Does relativistic mass create gravity?

[eNathan]

I know this question was covered here in the past, but I got some mixed answers. I hope somebody can clear this up for me.

[Hurkyl]

Energy density (effectively the "same" as relativistic mass) does indeed contribute to gravity1.

However, momentum also contributes to gravity, and in a way different from the Newtonian "pull things together" picture of gravity. Thus, you cannot simply imagine a speedy object as generating the same type of gravitational field as a stationary object.



1: What I really mean is that it affects the geometry of space-time.

[eNathan]

Well, thank you for a clear answer :) Someone told me before that it does not contribute to gravity at all. Is there an equation to express its Gravitational effects? (But of course there is, what is it?)

[Crosson]

The relativistic equations of gravity are the Einstein Field Equations. This is a set of 16 coupled non-linear partial differential equations.

[pervect]

Well, thank you for a clear answer :) Someone told me before that it does not contribute to gravity at all. Is there an equation to express its Gravitational effects? (But of course there is, what is it?)

http://lanl.arxiv.org/PS_cache/gr-qc/pdf/9909/9909014.pdf

is still the best reference I've found online.

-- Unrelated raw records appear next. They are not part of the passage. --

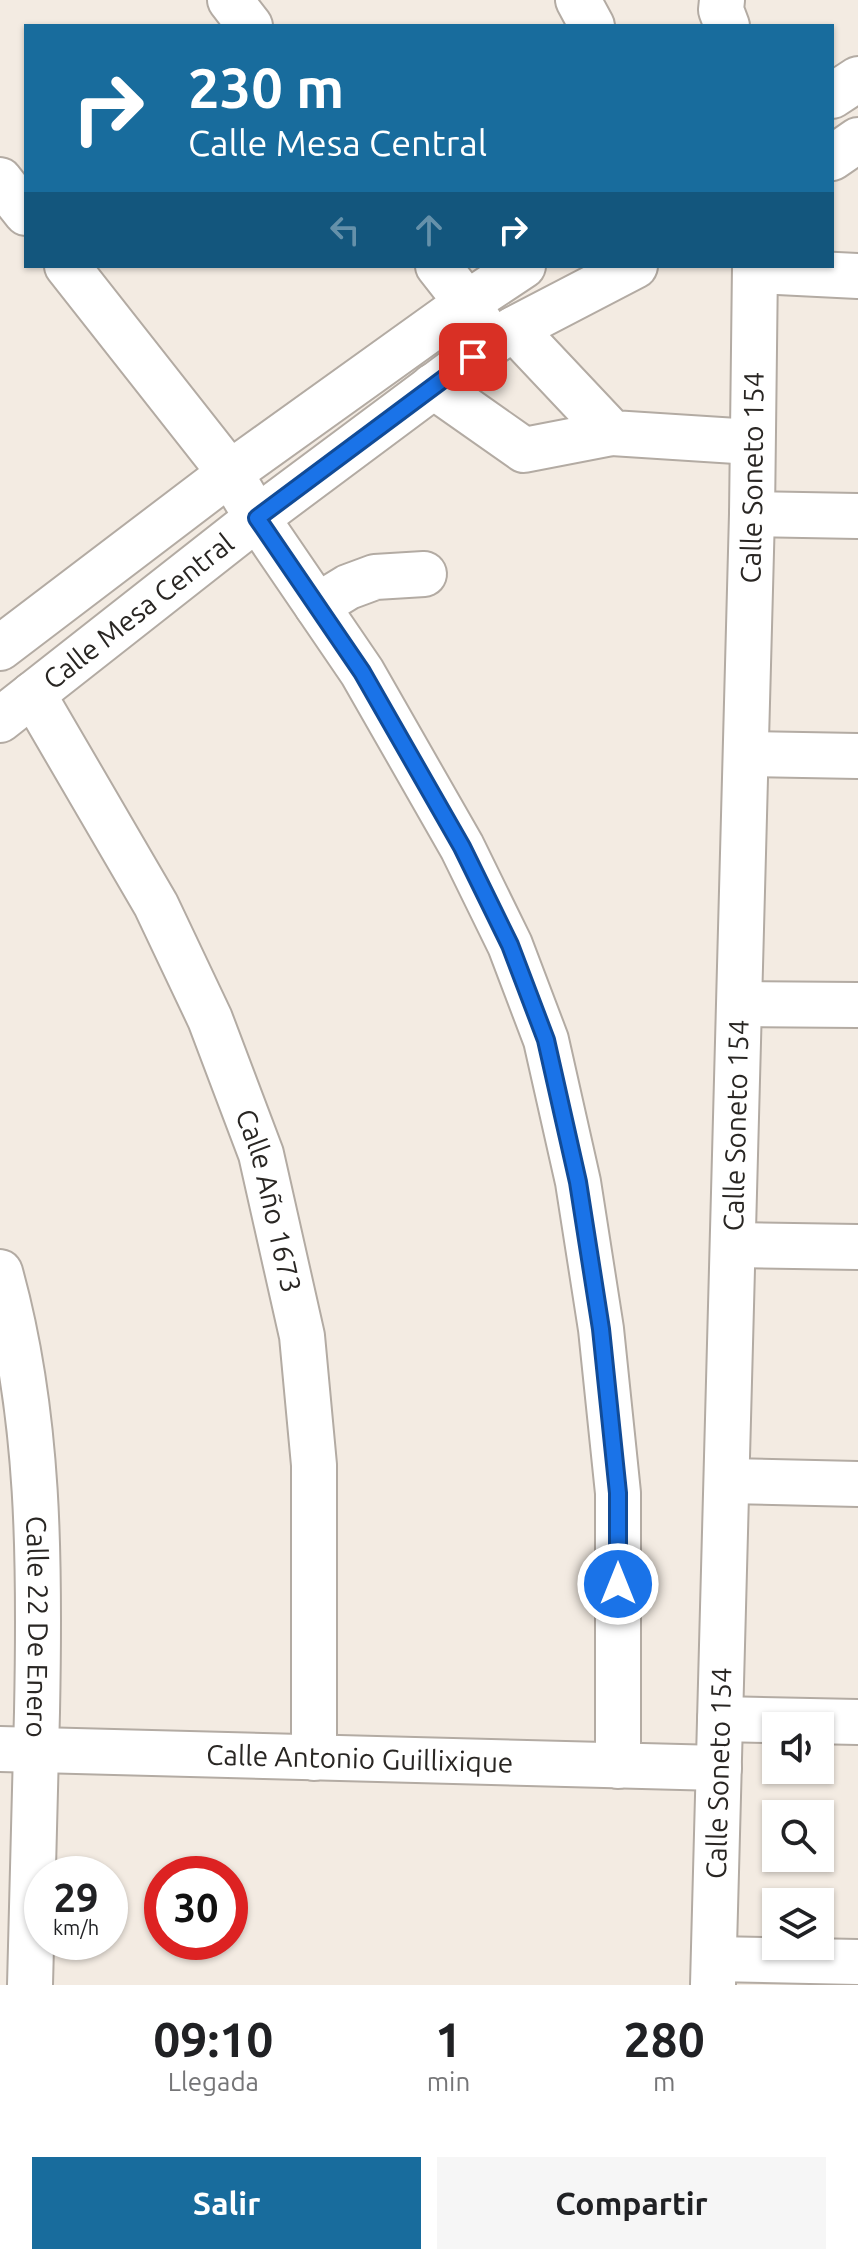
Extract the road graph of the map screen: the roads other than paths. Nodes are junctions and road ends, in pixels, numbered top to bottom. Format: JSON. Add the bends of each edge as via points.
{"nodes":[{"id":1,"x":230,"y":0,"type":"edge"},
{"id":2,"x":578,"y":0,"type":"edge"},
{"id":3,"x":722,"y":0,"type":"edge"},
{"id":4,"x":248,"y":24,"type":"edge"},
{"id":5,"x":591,"y":24,"type":"edge"},
{"id":6,"x":726,"y":24,"type":"edge"},
{"id":7,"x":858,"y":79,"type":"edge"},
{"id":8,"x":834,"y":95,"type":"edge"},
{"id":9,"x":858,"y":140,"type":"edge"},
{"id":10,"x":834,"y":157,"type":"edge"},
{"id":11,"x":0,"y":180,"type":"edge"},
{"id":12,"x":24,"y":210,"type":"edge"},
{"id":13,"x":69,"y":268,"type":"edge"},
{"id":14,"x":440,"y":268,"type":"edge"},
{"id":15,"x":520,"y":268,"type":"edge"},
{"id":16,"x":631,"y":268,"type":"edge"},
{"id":17,"x":756,"y":268,"type":"edge"},
{"id":18,"x":858,"y":276,"type":"edge"},
{"id":19,"x":467,"y":303,"type":"junction"},
{"id":20,"x":504,"y":336,"type":"junction"},
{"id":21,"x":433,"y":386,"type":"junction"},
{"id":22,"x":612,"y":433,"type":"junction"},
{"id":23,"x":752,"y":442,"type":"junction"},
{"id":24,"x":230,"y":473,"type":"junction"},
{"id":25,"x":752,"y":514,"type":"junction"},
{"id":26,"x":858,"y":516,"type":"edge"},
{"id":27,"x":257,"y":518,"type":"junction"},
{"id":28,"x":424,"y":574,"type":"dead end"},
{"id":29,"x":317,"y":606,"type":"junction"},
{"id":30,"x":0,"y":648,"type":"edge"},
{"id":31,"x":16,"y":707,"type":"edge"},
{"id":32,"x":746,"y":754,"type":"junction"},
{"id":33,"x":858,"y":756,"type":"edge"},
{"id":34,"x":740,"y":1004,"type":"junction"},
{"id":35,"x":858,"y":1005,"type":"edge"},
{"id":36,"x":733,"y":1245,"type":"junction"},
{"id":37,"x":858,"y":1247,"type":"edge"},
{"id":38,"x":0,"y":1272,"type":"edge"},
{"id":39,"x":727,"y":1481,"type":"junction"},
{"id":40,"x":858,"y":1484,"type":"edge"},
{"id":41,"x":720,"y":1719,"type":"junction"},
{"id":42,"x":858,"y":1722,"type":"edge"},
{"id":43,"x":18,"y":1750,"type":"edge"},
{"id":44,"x":314,"y":1758,"type":"junction"},
{"id":45,"x":618,"y":1766,"type":"junction"},
{"id":46,"x":719,"y":1768,"type":"junction"},
{"id":47,"x":858,"y":1962,"type":"edge"},
{"id":48,"x":713,"y":1972,"type":"edge"},
{"id":49,"x":30,"y":1985,"type":"edge"}],
"edges":[{"from":1,"to":4,"type":"street"},
{"from":2,"to":5,"type":"street"},
{"from":3,"to":6,"type":"street"},
{"from":7,"to":8,"type":"street"},
{"from":9,"to":10,"type":"street"},
{"from":11,"to":12,"type":"street"},
{"from":13,"to":24,"type":"street"},
{"from":14,"to":19,"type":"street"},
{"from":15,"to":19,"type":"street","name":"Calle Mesa Central"},
{"from":16,"to":20,"type":"street","name":"Calle Mesa Central"},
{"from":17,"to":18,"type":"street"},
{"from":17,"to":23,"type":"street","name":"Calle Soneto 154"},
{"from":19,"to":20,"type":"street"},
{"from":19,"to":24,"type":"street","name":"Calle Mesa Central"},
{"from":20,"to":21,"type":"street","name":"Calle Mesa Central"},
{"from":20,"to":22,"type":"street"},
{"from":21,"to":22,"type":"street","via":[[524,450]]},
{"from":21,"to":27,"type":"street","name":"Calle Mesa Central"},
{"from":22,"to":23,"type":"street"},
{"from":23,"to":25,"type":"street","name":"Calle Soneto 154"},
{"from":24,"to":27,"type":"street"},
{"from":24,"to":30,"type":"street","name":"Calle Mesa Central"},
{"from":25,"to":26,"type":"street"},
{"from":25,"to":32,"type":"street","name":"Calle Soneto 154"},
{"from":27,"to":29,"type":"street"},
{"from":27,"to":31,"type":"street","name":"Calle Mesa Central"},
{"from":28,"to":29,"type":"street","via":[[375,577]]},
{"from":29,"to":45,"type":"street","via":[[362,672],[462,847],[510,945],[546,1040],[578,1182],[601,1329],[618,1493]]},
{"from":31,"to":44,"type":"street","name":"Calle Año 1673","via":[[156,905],[210,1019],[261,1154],[302,1336],[313,1450]]},
{"from":32,"to":33,"type":"street"},
{"from":32,"to":34,"type":"street","name":"Calle Soneto 154"},
{"from":34,"to":35,"type":"street"},
{"from":34,"to":36,"type":"street","name":"Calle Soneto 154"},
{"from":36,"to":37,"type":"street"},
{"from":36,"to":39,"type":"street","name":"Calle Soneto 154"},
{"from":38,"to":43,"type":"street","name":"Calle 22 De Enero","via":[[13,1316],[31,1427],[39,1549]]},
{"from":39,"to":40,"type":"street"},
{"from":39,"to":41,"type":"street","name":"Calle Soneto 154"},
{"from":41,"to":42,"type":"street"},
{"from":41,"to":46,"type":"street","name":"Calle Soneto 154"},
{"from":43,"to":44,"type":"street","name":"Calle Antonio Guillixique"},
{"from":43,"to":49,"type":"street","name":"Calle 22 De Enero"},
{"from":44,"to":45,"type":"street","name":"Calle Antonio Guillixique"},
{"from":45,"to":46,"type":"street","name":"Calle Antonio Guillixique"},
{"from":46,"to":48,"type":"street","name":"Calle Soneto 154"},
{"from":47,"to":48,"type":"street"}]}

The clearest statement that kinetic energy does indeed contribute to gravitational mass is found in the abstract of this paper.


According to the general theory of relativity, kinetic energy contributes
to gravitational mass. Surprisingly, the observational evidence for this
prediction does not seem to be discussed in the literature. I reanalyze
existing experimental data to test the equivalence principle for the
kinetic energy of atomic electrons, and show that fairly strong limits
on possible violations can be obtained.


The paper is mainly concerned with how the internal kinetic energy of a system with moving parts contributes to it's "gravitational mass" when the momentum of the system as a whole is zero. The guiding result here is that energy and pressure both cause gravity - but, for a closed system, it appears that the virial theorem requires that the appropriate intergal of energy and pressure be equal to the total energy of the system. (This is what I get from reading the paper, I've been meaning to work out some actual examples.)

If you're interested in the gravitational field of a moving object there is an unfortunate problem. As soon as the velocity gets high enough to significantly affect the gravitational field of an object, one cannot consistently view gravity as only a force - the curvature of space itself becomes important. This shows up in the curvature of light, for instance - it curves twice as much as it ought to.

A qualitiative comparison to the electric field of a moving charge can still be made if one does not want exact results. Basically one expects the field to concentrate in a transverse direction rather than to be radially uniform. To really do the problem right requires that one analyze the problem in terms of tidal forces (the Riemann tensor), rather than the "gravitational field".

[Chronos]

Under GR, the answer is simply yes. A body in motion posseses kinetic energy plus mass. Energy and mass are equivalent under GR. Particle colliders routinely confirm this prediction. Crash two particles together at relativistic velocities and you create particles with more mass than the sum of the two crashed particles.